# Golisi 21700 Batteries - Sir Vape



## Sir Vape (18/5/18)

We have a batch of the new Golisi 21700's in stock. These got an awesome rating by Mooch and our testing so far confirms that these are the best 21700's we have used.





Order a set and get a free hard Golisi battery case. Please note this is valid while stocks last.
https://www.sirvape.co.za/collections/new/products/golisi-21700-3750mah-battery

Reactions: Like 2 | Informative 1


----------



## SamuraiTheVapor (18/5/18)

Which mods can use the 21700 batteries?


----------



## Andre (18/5/18)

I have a pair of the Golisi Black S30, 3000 mAh, which according to Mooch has a CDR of 22A. That is very good for a 3000 mAh battery. So far I am impressed. Looks like a solidly manufactured battery with a sturdy wrap.

Reactions: Like 1 | Informative 2


----------



## Dietz (5/7/18)

@Sir Vape how does these compare to the Golisi?


----------



## zadiac (5/7/18)

Dietz said:


> @Sir Vape how does these compare to the Golisi?



Only 15 Amp batteries. So, nope. Not for vaping...unless you build like above 1 ohm coils.

Reactions: Useful 1


----------



## Faiyaz Cheulkar (5/7/18)

zadiac said:


> Only 15 Amp batteries. So, nope. Not for vaping...unless you build like above 1 ohm coils.


Or in a regulated mod if u vape below 60 watts(50 if u want to be on the safer side) on a regulated mod.


----------



## zadiac (6/7/18)

Faiyaz Cheulkar said:


> Or in a regulated mod if u vape below 60 watts(50 if u want to be on the safer side) on a regulated mod.
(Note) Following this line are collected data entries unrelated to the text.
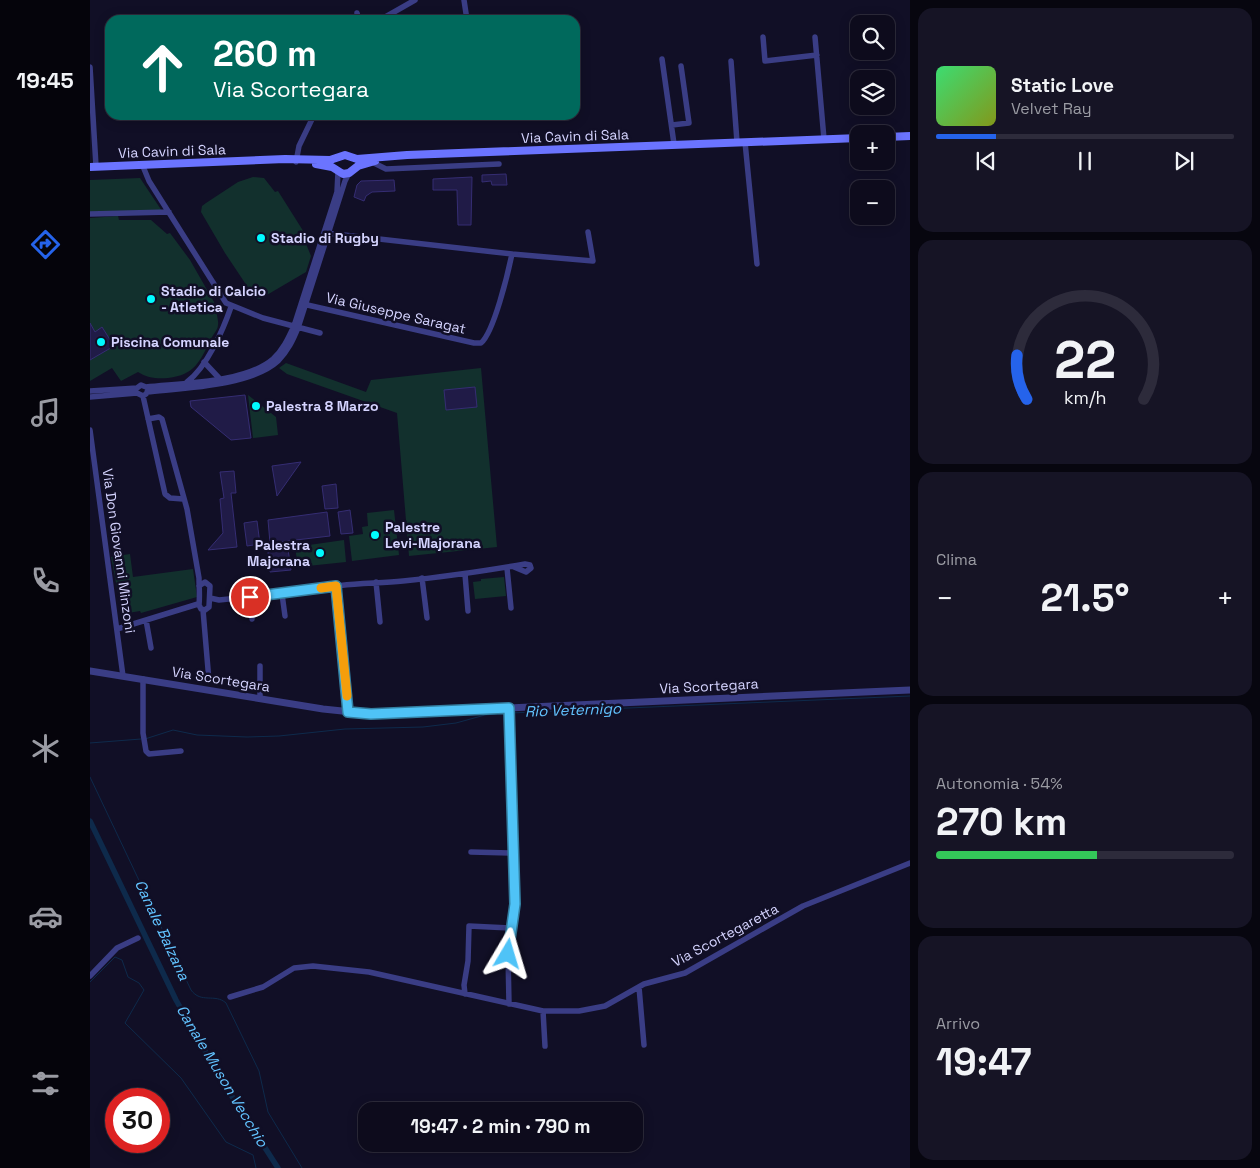 <!DOCTYPE html>
<html lang="it">
<head>
<meta charset="utf-8">
<style>
  :root { --surface:#0d0b1c; --page:#161425; --text:#f1f3f6; --muted:#9a9ba3; --line:#2d2b3b; --accent:#2563eb }
  body { margin:0; font-family:"Space Grotesk",sans-serif; background:var(--page); color:var(--text); height:100vh; display:flex; flex-direction:column; font-size:19px; white-space:nowrap }
  * { box-sizing:border-box; margin:0 }
  p { font-size:16px; color:var(--muted) }
  .icon { flex:none; width:28px; height:28px; fill:none; stroke:currentColor; stroke-width:2; stroke-linecap:round; stroke-linejoin:round }
  .map { position:relative; flex:1; overflow:hidden }
  .side { display:flex; flex-direction:column; gap:8px; padding:8px; background:#07060f; width:350px }
  .side>* { flex:none }
  .guide { position:absolute; left:15px; top:15px; width:475px; height:105px; border-radius:15px; box-shadow:0 2px 12px #0003,0 0 0 1px var(--line); background:#00695c; color:#fff; overflow:hidden }
  .fabs { position:absolute; left:760px; top:15px; display:grid; gap:10px }
  .fabs a { display:grid; place-items:center; width:45px; height:45px; border-radius:10px; background:var(--surface); box-shadow:0 2px 12px #0003,0 0 0 1px var(--line); font-size:25px }
  .speed { position:absolute; left:15px; top:1088px; display:flex; gap:10px; font-size:25px; font-weight:700; text-align:center }
  .speed>* { display:grid; place-content:center; width:65px; height:65px; border-radius:50%; background:var(--surface); box-shadow:0 2px 12px #0003,0 0 0 1px var(--line); line-height:1 }
  .speed .limit { border:8px solid #d22; background:#fff; color:#111 }
  .pin { position:absolute; display:grid; place-items:center; width:42px; height:42px; color:#fff; margin:-21px; border:2px solid #fff; border-radius:50%; box-shadow:0 1px 5px #0007 }
  .me { position:absolute; width:55px; margin:-28px; rotate:7deg; stroke-linejoin:round; filter:drop-shadow(0 0 4px #0008) }
  .turn { display:flex; align-items:center; gap:18px; height:105px; padding:0 25px; font-size:22px }
  .turn .icon { width:65px; height:65px; stroke-width:2.5 }
  .turn b { display:block; font-size:35px; line-height:42px }
  .big { font-size:38px; font-weight:700; line-height:1.1 }
  .side .widget { flex:1; display:flex; flex-direction:column; justify-content:center; gap:8px; min-width:0; padding:0 18px; border-radius:15px; background:var(--page) }
  .side .dial { align-items:center; gap:0 }
  .dial svg { height:130px; overflow:visible; fill:none; stroke:var(--line); stroke-width:7; stroke-linecap:round; text-anchor:middle }
  .dial text { fill:var(--text); stroke:none }
  .song { display:flex; align-items:center; gap:15px }
  .cover { width:60px; height:60px; border-radius:8px; background:linear-gradient(135deg,hsl(140 70% 55%),hsl(70 70% 35%)) }
  .played { height:5px; border-radius:2px; background:linear-gradient(90deg,var(--accent) 20%,var(--line) 20%) }
  .keys { display:flex; justify-content:space-around; direction:ltr }
  .heat { display:flex; justify-content:space-between; align-items:center; font-size:28px; direction:ltr }
  .charge { height:8px; border-radius:4px; background:linear-gradient(90deg,#34c759 54%,var(--line) 0) }
  .trip { position:absolute; left:268px; top:1102px; width:285px; height:50px; border-radius:15px; background:var(--surface); box-shadow:0 2px 12px #0003,0 0 0 1px var(--line); font-weight:700; line-height:50px; text-align:center }
  main { display:flex; flex:1; min-height:0 }
  .dock { display:flex; flex-direction:column; width:90px; justify-content:space-around; align-items:center; background:#05040b; color:var(--muted) }
  .dock .icon { width:35px; height:35px }
  .dock .on { color:var(--accent) }
  .dock b { font-size:22px; color:var(--text) }
  .map>svg:first-child { display:block }
</style>
</head>
<body>
<main>
<nav class="dock">
<b>19:45</b>
<svg class="icon on" aria-label="directions" viewBox="0 0 24 24"><path d="M12 3l9 9-9 9-9-9zM9 14v-3h6M13 9l2 2-2 2"/></svg>
<svg class="icon" aria-label="music" viewBox="0 0 24 24"><path d="M9 18V5l10-2v13"/><circle cx="6" cy="18" r="3"/><circle cx="16" cy="16" r="3"/></svg>
<svg class="icon" aria-label="phone" viewBox="0 0 24 24"><path d="M5 4h4l2 5-3 2q2 4 5 5l2-3 5 2v4C11 20 4 13 5 4z"/></svg>
<svg class="icon" aria-label="climate" viewBox="0 0 24 24"><path d="M12 3v18M4 7l16 10M4 17L20 7"/></svg>
<svg class="icon" aria-label="car" viewBox="0 0 24 24"><path d="M5 17H2v-5l4-1 3-4h7l3 4 3 1v5h-3M9 17h6M6 11h13"/><circle cx="7" cy="17" r="2"/><circle cx="17" cy="17" r="2"/></svg>
<svg class="icon" aria-label="filters" viewBox="0 0 24 24"><path d="M4 7h16M4 17h16"/><circle cx="9" cy="7" r="2"/><circle cx="15" cy="17" r="2"/></svg>
</nav>
<div class="map">
<svg width="820" height="1168" viewBox="0 0 820 1168">
  <rect width="100%" height="100%" fill="#110f26"/>
  <path fill="#12302d" d="M 163,177 L 174,178 L 185,192 L 188,191 L 217,237 L 214,239 L 221,256 L 216,272 L 170,299 L 165,298 L 135,253 L 111,212 L 112,206 L 116,203 L 148,182 Z
    M 50,178 L 72,211 L 0,214 L 0,180 Z
    M 28,216 L 29,220 L 61,220 L 77,234 L 80,233 L 100,260 L 124,302 C 125,308 129,320 128,325 C 128,330 123,334 121,339 C 110,361 105,375 78,378 C 67,379 57,378 48,372 L 31,381 L 22,368 L 0,381 L 0,218 Z
    M 196,363 L 276,392 L 281,380 L 391,368 L 407,547 L 319,556 L 307,413 L 197,374 L 189,368 Z
    M 158,395 L 186,417 L 188,435 L 163,438 Z
    M 304,510 L 309,555 L 262,561 L 259,536 L 273,534 L 272,527 L 278,526 L 277,513 Z
    M 254,540 L 256,562 L 208,567 L 205,547 Z
    M 40,554 L 43,577 L 103,569 L 107,597 L 51,613 L 50,611 L 32,614 L 21,557 Z
    M 414,577 L 416,596 L 385,599 L 383,582 L 391,581 L 391,579 Z"/>
  <g fill="none" stroke-linecap="round" stroke-linejoin="round">
    <path stroke="#0e2a4b" stroke-width="1" d="M 421,713 L 820,696
      M 55,739 L 83,730 L 107,735 L 157,737 L 189,736 L 255,729 L 333,727 L 366,723 L 395,715 L 417,713
      M 0,743 L 51,739
      M 0,777 L 101,990 C 111,1004 125,993 136,1003 L 169,1071 L 178,1112 L 212,1168
      M 0,982 L 25,957 L 32,960 L 38,977 L 49,983 L 54,990 L 35,1023 L 91,1078 L 136,1142 L 163,1155 L 166,1168"/>
    <path stroke="#0e2a4b" stroke-width="5.5" d="M 0,821 L 86,1000 L 134,1084 L 188,1168"/>
  </g>
  <path fill="#201b47" stroke="#352d73" d="M 416,174 L 417,185 L 402,185 L 401,181 L 392,182 L 392,175 Z
    M 382,177 L 381,225 L 368,225 L 367,190 L 343,190 L 343,179 Z
    M 304,180 L 305,191 L 282,192 L 276,196 L 274,201 L 264,197 L 267,185 L 271,181 Z
    M 0,323 L 5,332 L 12,327 L 24,346 L 0,360 Z
    M 385,387 L 387,407 L 356,410 L 354,390 Z
    M 155,395 L 161,438 L 141,440 L 101,407 L 100,401 Z
    M 211,462 L 187,496 L 182,466 Z
    M 144,471 L 146,493 L 141,493 L 147,547 L 118,550 L 133,533 L 130,499 L 134,498 L 130,472 Z
    M 246,484 L 248,508 L 235,509 L 232,486 Z
    M 260,510 L 263,533 L 251,534 L 248,512 Z
    M 237,512 L 240,536 L 180,543 L 178,520 Z
    M 167,521 L 170,544 L 157,546 L 154,523 Z
    M 198,549 L 201,570 L 180,572 L 178,552 Z"/>
  <g fill="none" stroke-linecap="round" stroke-linejoin="round">
    <path stroke="#3a3d85" stroke-width="5.5" d="M 374,0 L 377,20
      M 267,13 L 269,20
      M 290,20 L 325,0
      M 673,37 L 675,61 L 727,55
      M 725,37 L 734,139
      M 572,59 L 584,144
      M 641,61 L 647,142
      M 0,67 L 6,166
      M 582,125 L 599,123 L 591,66
      M 655,142 L 667,264
      M 206,162 L 209,146 L 224,115
      M 282,162 L 296,169 L 409,164
      M 52,164 L 59,181 L 136,303 L 173,318 L 230,333
      M 0,214 L 79,212
      M 236,233 L 422,254 L 503,261 L 498,232
      M 213,304 L 384,343 L 391,343 C 404,332 418,273 422,254
      M 114,362 L 129,378
      M 97,382 C 117,367 133,330 141,307
      M 0,391 L 47,388 L 51,385 L 56,387 C 92,383 155,383 183,359 C 193,350 198,339 204,326 L 247,192 L 248,172
      M 57,392 C 93,388 161,386 188,361 C 198,351 203,340 208,328 L 255,181 L 259,173
      M 53,396 L 75,494 L 80,498 L 93,499
      M 0,397 L 47,393 L 53,396 L 56,394
      M 58,419 L 69,417 L 72,419 L 97,509 L 109,578 C 109,587 110,596 109,605 L 111,609 L 115,610 L 119,607 L 120,586 L 115,582 L 109,586
      M 0,430 L 33,676
      M 417,568 L 421,608
      M 375,574 L 378,611
      M 332,578 L 337,618
      M 286,582 L 290,622
      M 246,587 L 258,712
      M 192,594 L 195,616
      M 160,597 L 162,619
      M 120,598 L 129,600 L 218,591 C 249,583 282,584 313,581 C 354,577 394,571 435,564 L 440,565 L 441,568 L 436,572 L 424,567
      M 113,610 L 119,681
      M 56,620 L 61,648
      M 27,629 L 108,604
      M 170,666 L 170,699
      M 53,679 L 53,733 L 56,751 L 59,754 L 91,751
      M 381,852 L 424,853
      M 0,976 L 27,948 L 48,938
      M 549,987 L 554,1045
      M 375,994 L 374,985 L 378,961 L 379,926 L 421,928
      M 140,997 L 173,987 L 204,968 L 223,966 L 279,972 L 453,1011 L 489,1011 L 515,1006 L 554,984 L 595,973 L 713,906 L 820,863
      M 419,1004 L 418,954 L 425,904 L 419,708
      M 453,1011 L 455,1046"/>
    <path stroke="#3a3d85" stroke-width="7" d="M 0,671 L 233,709 L 281,714 L 820,690"/>
    <path stroke="#6b74ff" stroke-width="8" d="M 796,137 L 820,136
      M 226,164 L 242,167 L 253,174 L 259,173 L 268,166 L 285,161
      M 0,167 L 195,159 L 240,160 L 255,155 L 267,159 L 317,155 L 769,138"/>
  </g>
  <g fill="none" stroke-linecap="round" stroke-linejoin="round">
    <g stroke="#337fa1" stroke-width="12">
      <path id="route" d="M 160,597 L 246,586 L 258,712 L 281,714 L 419,708 L 425,904 L 418,954"/>
    </g>
    <use href="#route" stroke="#4fc3f7" stroke-width="9"/>
    <path stroke="#f59e0b" stroke-width="9" d="M 231,588 L 246,586 L 257,696"/>
  </g>
  <g fill="#00fbff" stroke="#110f26" stroke-width="2">
    <circle cx="171" cy="238" r="5"/>
    <circle cx="61" cy="299" r="5"/>
    <circle cx="11" cy="342" r="5"/>
    <circle cx="166" cy="406" r="5"/>
    <circle cx="285" cy="535" r="5"/>
    <circle cx="230" cy="553" r="5"/>
  </g>
  <g text-anchor="middle" stroke-width="5" stroke-linejoin="round" paint-order="stroke">
    <g font-size="14" fill="#d5d4ff" stroke="#110f26">
      <text transform="translate(485 136) rotate(-2)" y="5">Via Cavin di Sala</text>
      <text transform="translate(82 151) rotate(-2)" y="5">Via Cavin di Sala</text>
      <text transform="translate(306 313) rotate(13)" y="5">Via Giuseppe Saragat</text>
      <text transform="translate(29 551) rotate(82)" y="5">Via Don Giovanni Minzoni</text>
      <text transform="translate(131 679) rotate(9)" y="5">Via Scortegara</text>
      <text transform="translate(619 686) rotate(-3)" y="5">Via Scortegara</text>
      <text transform="translate(635 935) rotate(-28)" y="5">Via Scortegaretta</text>
    </g>
    <g font-size="14" font-weight="bold" fill="#d5d4ff" stroke="#110f26" text-anchor="start">
      <text x="181" y="243">Stadio di Rugby</text>
      <text x="71" y="296">Stadio di Calcio<tspan x="71" dy="16">- Atletica</tspan></text>
      <text x="21" y="347">Piscina Comunale</text>
      <text x="176" y="411">Palestra 8 Marzo</text>
      <text x="295" y="532">Palestre<tspan x="295" dy="16">Levi-Majorana</tspan></text>
      <text x="220" y="550" text-anchor="end">Palestra<tspan x="220" dy="16">Majorana</tspan></text>
    </g>
    <g font-size="15" font-style="italic" fill="#62c3ff" stroke="#110f26">
      <text transform="translate(483 710) rotate(-2)" y="5">Rio Veternigo</text>
      <text transform="translate(72 930) rotate(65)" y="5">Canale Balzana</text>
      <text transform="translate(132 1076) rotate(59)" y="5">Canale Muson Vecchio</text>
    </g>
  </g>
</svg>
<div class="fabs">
<a><svg class="icon" aria-label="search" viewBox="0 0 24 24"><circle cx="10" cy="10" r="6"/><path d="M15 15l6 6"/></svg></a>
<a><svg class="icon" aria-label="layers" viewBox="0 0 24 24"><path d="M12 4l9 5-9 5-9-5zM3 14l9 5 9-5"/></svg></a>
<a>+</a>
<a>−</a>
</div>
<div class="speed"><div class="limit">30</div></div>
<div class="pin" style="left:160px;top:597px;background:#d93025"><svg class="icon" aria-label="arrive" viewBox="0 0 24 24"><path d="M6 21V4h12l-3 4 3 4H6"/></svg></div>
<svg class="me" style="left:418px;top:954px" viewBox="-20 -20 40 40"><path d="M0-17L14 15 0 8-14 15z" fill="#4fc3f7" stroke="#fff" stroke-width="4"/></svg>
<div class="trip">19:47 · 2 min · 790 m</div>
<div class="guide">
<div class="turn"><svg class="icon" aria-label="ahead" viewBox="0 0 24 24"><path d="M12 20V5M6 11l6-6 6 6"/></svg><div><b>260 m</b>Via Scortegara</div></div>
</div>
</div>
<section class="side">
<div class="widget">
<div class="song"><i class="cover"></i><div><b>Static Love</b><p>Velvet Ray</p></div></div>
<div class="played"></div>
<div class="keys"><svg class="icon" aria-label="previous" viewBox="0 0 24 24"><path d="M18 5L8 12l10 7zM5 5v14"/></svg><svg class="icon" aria-label="pause" viewBox="0 0 24 24"><path d="M8 5v14M16 5v14"/></svg><svg class="icon" aria-label="next" viewBox="0 0 24 24"><path d="M6 5l10 7-10 7zM19 5v14"/></svg></div>
</div>
<div class="widget dial"><svg viewBox="0 0 100 80">
<path d="M14 69A42 42 0 1 1 86 69"/>
<path d="M14 69A42 42 0 0 1 8 42" stroke="#2563eb"/>
<text x="50" y="56" font-size="32" font-weight="700">22</text>
<text x="50" y="72" font-size="11">km/h</text>
</svg></div>
<div class="widget"><p>Clima</p>
<div class="heat"><a>−</a><b class="big">21.5°</b><a>+</a></div>
</div>
<div class="widget"><p>Autonomia · 54%</p><b class="big">270 km</b><div class="charge"></div></div>
<div class="widget"><p>Arrivo</p><b class="big">19:47</b></div>
</section>
</main>
</body>
</html>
Even then I wouldn't use it. In a regulated mod the batteries are in series, which means the volts can be doubled, but the amps still stay the same at 15 Amps. So you can't build lower than 0.2 ohms with those batteries then. At 50W, the amp draw on a 0.2ohm build is already 15.8 amps.

Reactions: Like 1 | Agree 1


----------



## Andre (6/7/18)

zadiac said:


> Even then I wouldn't use it. In a regulated mod the batteries are in series, which means the volts can be doubled, but the amps still stay the same at 15 Amps. So you can't build lower than 0.2 ohms with those batteries then. At 50W, the amp draw on a 0.2ohm build is already 15.8 amps.


I use one in my Pulse 80W, using a 0.54 ohm coil between 20 and 30W, which is more than safe enough. Love the battery life on the Sanyos.

Reactions: Like 2


----------



## Faiyaz Cheulkar (6/7/18)

Andre said:


> I use one in my Pulse 80W, using a 0.54 ohm coil between 20 and 30W, which is more than safe enough. Love the battery life on the Sanyos.


The 4000 mah battery life is just amazing, I don't think any other battery in the 20700 category has this capacity

Reactions: Like 2 | Agree 1


----------